Les SNPs associés à cette augmentation du risque ont été identifiés en utilisant les résultats de quatre analyses pan-génomiques différentes réalisées sur la collection AGRE, la première réalisée sur tous les enfants affectés, les deux autres séparément sur les garçons affectés et les filles affectées, et enfin la dernière sur les enfants non atteints. Chacun des SNPs identifié a été évalué et « noté » en fonction de son association statistique avec la maladie ainsi que sur la base des informations biologiques disponibles. Les SNPs ayant les scores les plus élevés ont alors été analysés plus avant pour mesurer la puissance de leur association avec l’autisme en utilisant des méthodes statistiques validées permettant de mesurer leur reproductibilité dans une population plus large. Les auteurs ont enfin élaboré le score génétique spécifique aux filles et aux garçons permettant de qualifier le risque spécifique d’un enfant d’être affecté ou non.

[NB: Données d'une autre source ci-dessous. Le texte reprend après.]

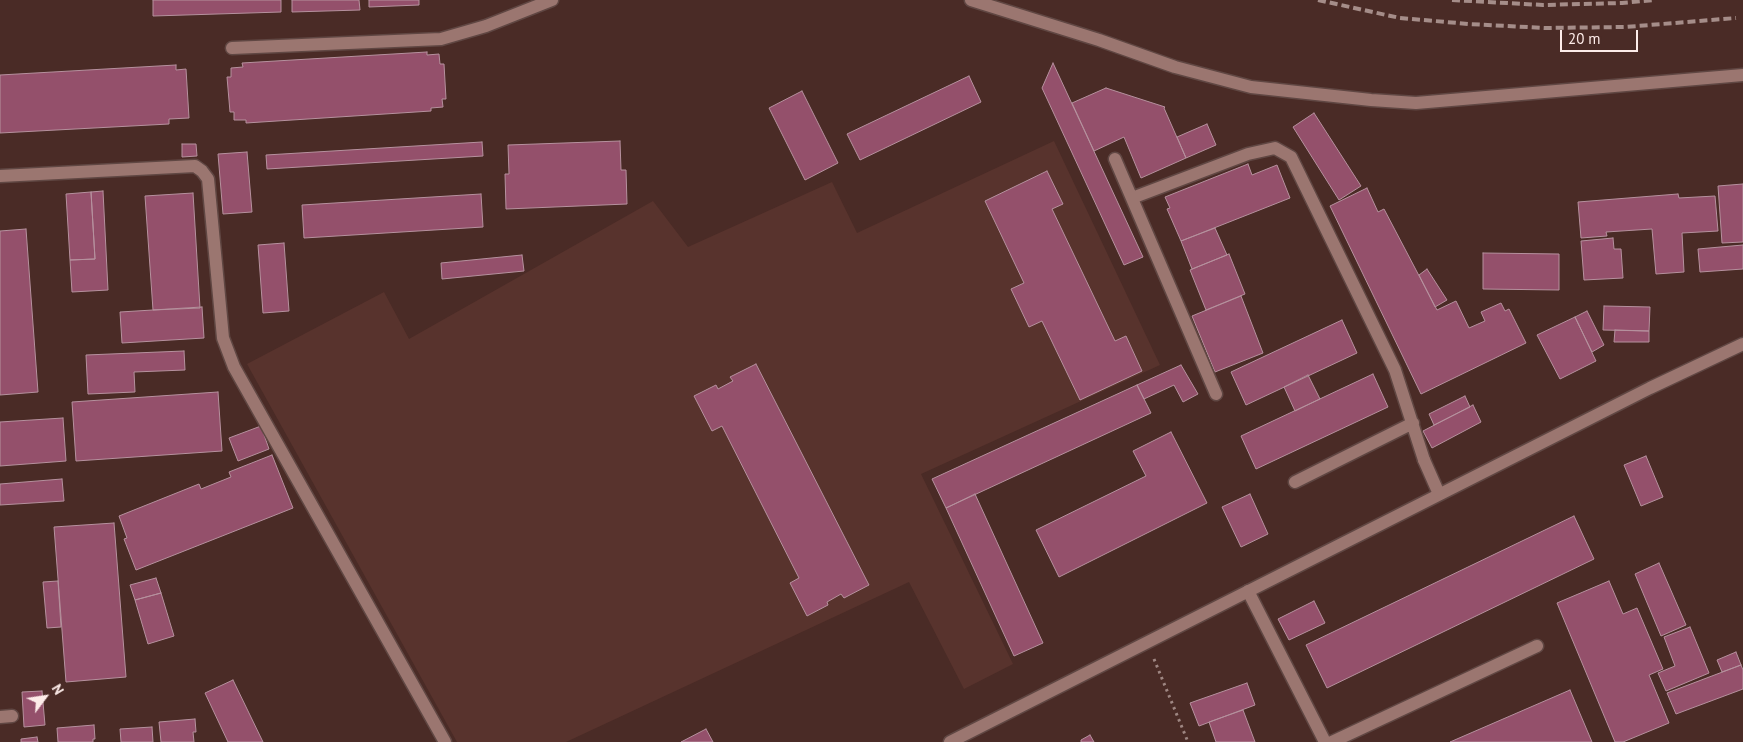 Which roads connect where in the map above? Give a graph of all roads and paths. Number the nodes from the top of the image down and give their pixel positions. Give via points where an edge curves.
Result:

« En combinant ces données statistiques avec des données de génomique fonctionnelle, comme cela a été fait ici, on augmente la capacité à séparer le véritable signal du bruit de fond des études pan-génomiques pour identifier des variants communs associés à des maladies génétiques complexes comme l’autisme », ajoute Emmanuelle Genin.

« L’autisme est considéré comme un enjeu majeur de santé publique aux Etats-Unis depuis de nombreuses années et a été déclaré grande cause nationale en France en 2012. Selon différentes études, seuls 5% des adultes autistes sont autonomes et occupent un emploi et le coût de l’autisme aux Etats-Unis aurait été de l’ordre de 35 milliards de dollars en 2011. Dans le même temps de multiples études ont démontré que la précocité du diagnostic et du traitement améliorent significativement la vie des enfants. L’identification de 57 nouveaux marqueurs génétiques qui permettent, de façon avérée, d’améliorer considérablement la prédiction d’un risque d’autisme chez des enfants dont un aîné est affecté de TSA, est une nouvelle contribution majeure pour une prise en charge plus précoce de ces troubles du développement très répandus chez l’enfant. Nous espérons également pouvoir, dans un futur proche, mettre en œuvre ces outils dans des familles non affectées en cas de suspicion de TSA », conclut Bernard Courtieu, Président Directeur d’IntregraGen.